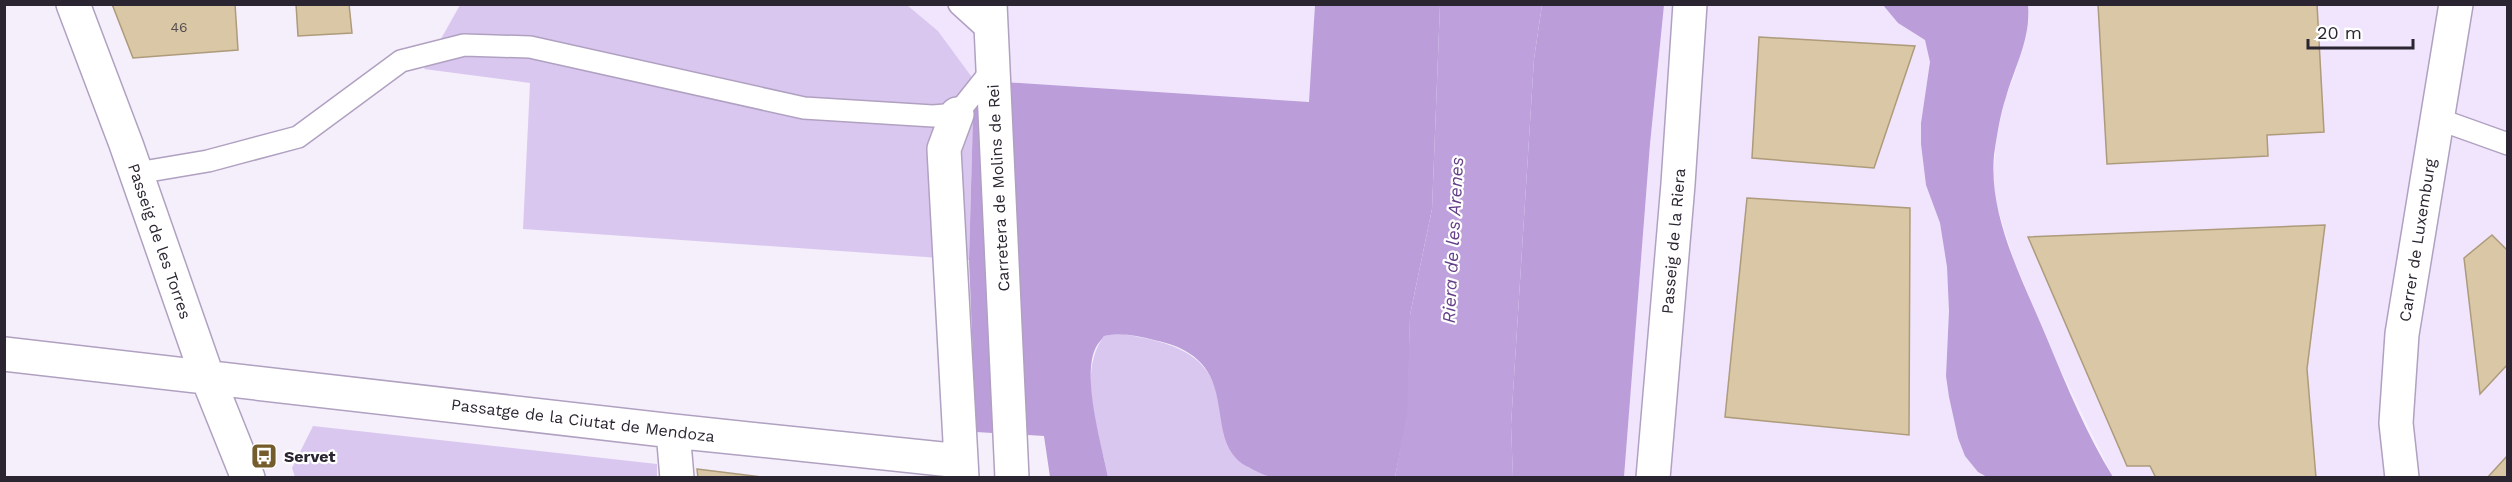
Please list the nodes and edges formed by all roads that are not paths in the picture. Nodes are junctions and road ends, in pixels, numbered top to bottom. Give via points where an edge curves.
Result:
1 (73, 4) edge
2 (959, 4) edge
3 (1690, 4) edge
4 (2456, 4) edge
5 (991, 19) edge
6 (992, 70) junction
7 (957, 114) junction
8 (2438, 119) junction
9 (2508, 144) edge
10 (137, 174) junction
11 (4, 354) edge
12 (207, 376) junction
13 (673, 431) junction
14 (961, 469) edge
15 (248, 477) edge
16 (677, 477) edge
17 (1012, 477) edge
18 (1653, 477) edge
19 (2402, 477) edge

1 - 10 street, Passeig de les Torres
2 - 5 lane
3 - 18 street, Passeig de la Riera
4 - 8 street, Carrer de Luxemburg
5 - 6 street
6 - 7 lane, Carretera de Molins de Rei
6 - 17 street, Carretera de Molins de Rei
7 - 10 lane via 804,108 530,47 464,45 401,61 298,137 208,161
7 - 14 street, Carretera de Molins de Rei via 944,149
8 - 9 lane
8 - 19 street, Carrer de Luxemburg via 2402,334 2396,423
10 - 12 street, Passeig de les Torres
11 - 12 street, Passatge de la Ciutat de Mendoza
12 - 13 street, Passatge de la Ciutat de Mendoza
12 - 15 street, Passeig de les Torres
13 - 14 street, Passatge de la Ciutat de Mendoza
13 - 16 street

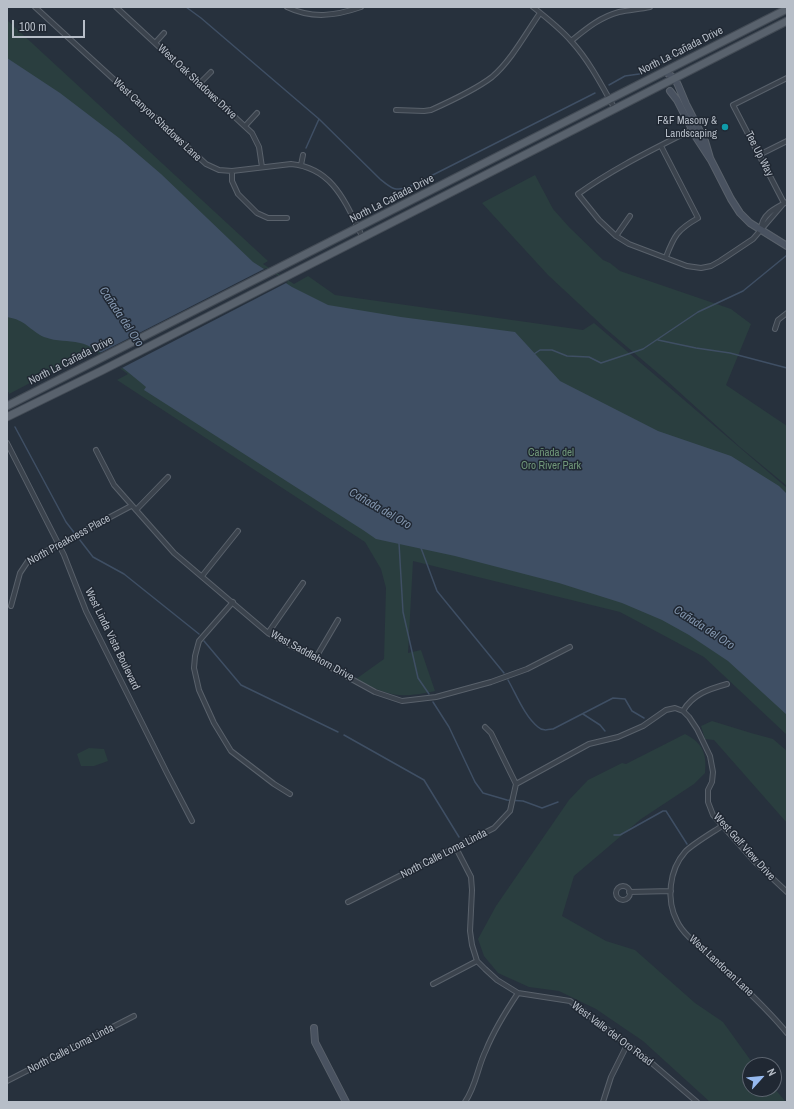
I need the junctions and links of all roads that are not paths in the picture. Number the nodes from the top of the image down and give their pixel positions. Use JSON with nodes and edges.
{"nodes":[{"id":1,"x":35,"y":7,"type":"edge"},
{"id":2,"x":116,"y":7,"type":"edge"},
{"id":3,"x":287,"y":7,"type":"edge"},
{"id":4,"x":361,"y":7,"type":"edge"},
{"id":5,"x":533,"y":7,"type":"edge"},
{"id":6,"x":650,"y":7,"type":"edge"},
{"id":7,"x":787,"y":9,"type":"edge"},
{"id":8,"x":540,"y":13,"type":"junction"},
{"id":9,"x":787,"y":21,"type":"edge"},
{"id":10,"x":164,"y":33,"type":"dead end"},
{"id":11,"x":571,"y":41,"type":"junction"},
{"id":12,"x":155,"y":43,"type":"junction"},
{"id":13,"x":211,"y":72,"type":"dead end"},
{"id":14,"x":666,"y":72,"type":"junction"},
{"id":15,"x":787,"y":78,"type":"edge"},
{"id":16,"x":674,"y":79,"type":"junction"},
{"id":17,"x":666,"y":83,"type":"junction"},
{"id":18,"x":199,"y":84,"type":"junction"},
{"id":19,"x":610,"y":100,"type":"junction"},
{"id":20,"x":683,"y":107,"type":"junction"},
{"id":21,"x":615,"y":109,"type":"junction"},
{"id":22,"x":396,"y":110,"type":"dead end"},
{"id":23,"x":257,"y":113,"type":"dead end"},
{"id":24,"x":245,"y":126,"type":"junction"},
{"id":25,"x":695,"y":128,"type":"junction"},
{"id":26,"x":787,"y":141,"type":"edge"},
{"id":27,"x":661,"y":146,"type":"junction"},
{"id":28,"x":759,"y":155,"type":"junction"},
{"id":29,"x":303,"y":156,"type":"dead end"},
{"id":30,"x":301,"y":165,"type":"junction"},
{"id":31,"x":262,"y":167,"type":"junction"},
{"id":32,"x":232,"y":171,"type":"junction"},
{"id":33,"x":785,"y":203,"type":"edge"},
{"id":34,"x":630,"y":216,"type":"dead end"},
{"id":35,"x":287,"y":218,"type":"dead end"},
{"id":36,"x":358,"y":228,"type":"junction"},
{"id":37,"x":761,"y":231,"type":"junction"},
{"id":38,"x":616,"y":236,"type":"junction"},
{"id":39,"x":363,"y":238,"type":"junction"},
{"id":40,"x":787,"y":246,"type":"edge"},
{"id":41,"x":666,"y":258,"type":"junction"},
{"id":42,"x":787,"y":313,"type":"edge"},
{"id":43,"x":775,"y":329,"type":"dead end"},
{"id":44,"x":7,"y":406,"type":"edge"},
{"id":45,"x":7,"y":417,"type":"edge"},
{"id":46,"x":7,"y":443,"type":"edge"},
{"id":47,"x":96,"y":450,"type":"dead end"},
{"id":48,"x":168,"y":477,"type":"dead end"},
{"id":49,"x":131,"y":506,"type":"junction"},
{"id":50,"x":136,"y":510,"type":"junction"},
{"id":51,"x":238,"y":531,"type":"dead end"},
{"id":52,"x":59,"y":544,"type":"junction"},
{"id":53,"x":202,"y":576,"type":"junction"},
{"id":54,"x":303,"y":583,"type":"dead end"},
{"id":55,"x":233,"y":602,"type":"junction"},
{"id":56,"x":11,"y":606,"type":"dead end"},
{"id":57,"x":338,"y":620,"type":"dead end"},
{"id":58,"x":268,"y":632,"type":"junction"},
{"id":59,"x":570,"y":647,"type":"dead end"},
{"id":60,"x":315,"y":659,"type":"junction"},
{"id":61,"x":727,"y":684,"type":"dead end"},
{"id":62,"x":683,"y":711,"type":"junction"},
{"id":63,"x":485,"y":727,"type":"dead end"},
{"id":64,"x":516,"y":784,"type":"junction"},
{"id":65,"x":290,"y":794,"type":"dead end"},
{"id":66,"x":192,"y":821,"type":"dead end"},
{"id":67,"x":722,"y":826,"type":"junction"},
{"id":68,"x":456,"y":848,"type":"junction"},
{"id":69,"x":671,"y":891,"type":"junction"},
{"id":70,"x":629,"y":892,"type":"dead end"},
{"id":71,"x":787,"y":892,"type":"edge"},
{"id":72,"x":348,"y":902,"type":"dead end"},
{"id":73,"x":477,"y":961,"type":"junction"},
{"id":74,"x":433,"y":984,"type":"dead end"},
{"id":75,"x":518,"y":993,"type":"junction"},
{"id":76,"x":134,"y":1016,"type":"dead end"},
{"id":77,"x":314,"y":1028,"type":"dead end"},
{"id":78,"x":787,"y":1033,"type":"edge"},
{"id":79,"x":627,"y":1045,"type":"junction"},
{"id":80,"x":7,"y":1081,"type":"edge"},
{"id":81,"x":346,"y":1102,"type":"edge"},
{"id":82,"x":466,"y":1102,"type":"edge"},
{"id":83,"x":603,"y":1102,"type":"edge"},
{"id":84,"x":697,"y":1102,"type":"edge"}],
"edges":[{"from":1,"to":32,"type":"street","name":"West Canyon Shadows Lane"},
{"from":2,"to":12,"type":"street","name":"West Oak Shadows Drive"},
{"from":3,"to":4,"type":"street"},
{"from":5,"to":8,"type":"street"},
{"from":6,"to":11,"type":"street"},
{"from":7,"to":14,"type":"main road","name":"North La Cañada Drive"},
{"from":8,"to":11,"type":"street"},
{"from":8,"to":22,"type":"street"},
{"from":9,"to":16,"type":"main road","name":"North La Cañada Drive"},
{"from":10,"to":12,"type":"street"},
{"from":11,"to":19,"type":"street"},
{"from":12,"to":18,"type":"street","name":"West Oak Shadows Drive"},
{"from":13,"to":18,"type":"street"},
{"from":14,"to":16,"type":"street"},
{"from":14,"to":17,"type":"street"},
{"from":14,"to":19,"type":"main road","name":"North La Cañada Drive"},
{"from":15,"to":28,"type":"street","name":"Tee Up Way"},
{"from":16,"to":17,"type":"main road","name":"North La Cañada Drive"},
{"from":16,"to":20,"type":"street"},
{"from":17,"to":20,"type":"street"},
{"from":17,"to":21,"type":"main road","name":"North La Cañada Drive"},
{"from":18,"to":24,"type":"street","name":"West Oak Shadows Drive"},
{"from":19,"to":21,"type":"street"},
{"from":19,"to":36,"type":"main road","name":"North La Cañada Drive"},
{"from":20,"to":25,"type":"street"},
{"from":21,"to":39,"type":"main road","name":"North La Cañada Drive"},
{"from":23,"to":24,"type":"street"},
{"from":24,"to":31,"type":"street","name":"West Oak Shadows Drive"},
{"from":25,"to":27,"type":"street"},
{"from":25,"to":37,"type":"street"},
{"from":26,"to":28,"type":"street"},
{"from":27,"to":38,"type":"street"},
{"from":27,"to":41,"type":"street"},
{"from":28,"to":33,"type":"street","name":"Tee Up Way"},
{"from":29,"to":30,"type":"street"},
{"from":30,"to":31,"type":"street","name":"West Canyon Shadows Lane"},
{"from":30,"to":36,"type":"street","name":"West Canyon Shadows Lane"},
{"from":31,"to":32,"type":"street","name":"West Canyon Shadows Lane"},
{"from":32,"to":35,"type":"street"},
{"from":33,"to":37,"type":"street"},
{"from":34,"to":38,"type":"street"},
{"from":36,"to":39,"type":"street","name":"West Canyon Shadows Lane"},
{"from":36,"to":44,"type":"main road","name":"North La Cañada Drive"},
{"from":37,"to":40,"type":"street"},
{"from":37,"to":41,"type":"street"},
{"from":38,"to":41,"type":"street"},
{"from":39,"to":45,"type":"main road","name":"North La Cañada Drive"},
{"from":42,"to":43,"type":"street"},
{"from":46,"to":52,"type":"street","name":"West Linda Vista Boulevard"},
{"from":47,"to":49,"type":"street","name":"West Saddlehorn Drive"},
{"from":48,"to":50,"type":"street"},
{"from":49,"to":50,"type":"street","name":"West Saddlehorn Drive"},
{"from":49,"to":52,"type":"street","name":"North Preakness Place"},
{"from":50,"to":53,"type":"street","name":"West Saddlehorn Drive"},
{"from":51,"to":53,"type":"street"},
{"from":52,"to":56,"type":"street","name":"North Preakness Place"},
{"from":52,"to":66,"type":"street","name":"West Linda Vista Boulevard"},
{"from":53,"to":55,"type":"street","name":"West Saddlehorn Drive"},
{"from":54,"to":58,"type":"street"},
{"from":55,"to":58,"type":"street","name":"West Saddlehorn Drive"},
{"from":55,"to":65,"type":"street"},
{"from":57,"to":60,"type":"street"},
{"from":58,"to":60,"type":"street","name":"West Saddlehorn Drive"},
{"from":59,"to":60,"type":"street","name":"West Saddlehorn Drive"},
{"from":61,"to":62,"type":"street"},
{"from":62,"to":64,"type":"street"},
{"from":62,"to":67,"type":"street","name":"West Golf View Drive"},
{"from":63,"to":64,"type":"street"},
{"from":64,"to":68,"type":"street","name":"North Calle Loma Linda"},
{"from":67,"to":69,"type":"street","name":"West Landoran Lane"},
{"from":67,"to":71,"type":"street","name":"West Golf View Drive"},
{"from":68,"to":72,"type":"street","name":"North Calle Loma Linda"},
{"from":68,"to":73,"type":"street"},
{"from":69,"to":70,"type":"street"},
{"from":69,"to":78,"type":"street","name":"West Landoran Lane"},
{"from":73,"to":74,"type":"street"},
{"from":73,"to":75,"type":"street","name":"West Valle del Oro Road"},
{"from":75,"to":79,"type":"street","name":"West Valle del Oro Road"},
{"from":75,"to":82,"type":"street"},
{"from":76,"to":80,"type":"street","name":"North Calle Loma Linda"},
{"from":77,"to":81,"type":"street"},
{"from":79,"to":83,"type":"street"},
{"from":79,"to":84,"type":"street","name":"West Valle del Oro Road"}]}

▸ **What needs to be done**
Tally the lines of the records above that contain the word "Vista". Give only the total.

▸ **The completed task**
2